--- Your goal ---
Each line below that includes the word "Jalan" adds one to the count; give that count and nothing else.

▬▬▬

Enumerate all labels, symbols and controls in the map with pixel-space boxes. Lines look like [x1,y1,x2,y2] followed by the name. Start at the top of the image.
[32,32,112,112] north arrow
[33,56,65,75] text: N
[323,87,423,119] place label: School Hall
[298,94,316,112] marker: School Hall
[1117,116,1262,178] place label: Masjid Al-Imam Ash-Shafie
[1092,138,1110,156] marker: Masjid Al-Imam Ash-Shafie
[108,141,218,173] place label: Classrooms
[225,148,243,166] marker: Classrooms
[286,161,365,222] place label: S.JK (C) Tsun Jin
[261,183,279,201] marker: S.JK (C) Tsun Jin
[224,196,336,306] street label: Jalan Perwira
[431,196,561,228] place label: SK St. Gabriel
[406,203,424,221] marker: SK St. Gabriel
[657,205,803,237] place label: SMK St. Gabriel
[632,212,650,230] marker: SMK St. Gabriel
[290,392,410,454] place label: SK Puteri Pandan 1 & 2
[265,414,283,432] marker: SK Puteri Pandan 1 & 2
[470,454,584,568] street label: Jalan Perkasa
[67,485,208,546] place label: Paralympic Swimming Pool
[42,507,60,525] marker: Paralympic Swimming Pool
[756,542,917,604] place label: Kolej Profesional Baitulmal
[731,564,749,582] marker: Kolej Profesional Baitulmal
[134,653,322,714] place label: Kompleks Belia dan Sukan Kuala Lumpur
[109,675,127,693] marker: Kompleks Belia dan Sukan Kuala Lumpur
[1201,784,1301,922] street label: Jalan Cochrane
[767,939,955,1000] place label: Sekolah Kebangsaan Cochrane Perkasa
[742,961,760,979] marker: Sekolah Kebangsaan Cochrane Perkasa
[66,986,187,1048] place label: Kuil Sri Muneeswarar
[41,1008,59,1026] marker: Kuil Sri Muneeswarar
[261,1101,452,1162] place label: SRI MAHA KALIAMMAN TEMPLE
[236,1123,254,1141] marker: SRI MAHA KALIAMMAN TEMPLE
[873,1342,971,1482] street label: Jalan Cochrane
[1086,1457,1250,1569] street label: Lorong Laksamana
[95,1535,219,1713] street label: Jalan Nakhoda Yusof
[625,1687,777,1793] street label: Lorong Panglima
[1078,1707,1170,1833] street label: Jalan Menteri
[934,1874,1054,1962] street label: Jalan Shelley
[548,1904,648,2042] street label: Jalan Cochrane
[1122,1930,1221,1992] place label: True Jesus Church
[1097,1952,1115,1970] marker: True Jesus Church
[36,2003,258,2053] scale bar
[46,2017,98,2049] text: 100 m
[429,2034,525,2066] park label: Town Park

▬▬▬

--- Solution ---
8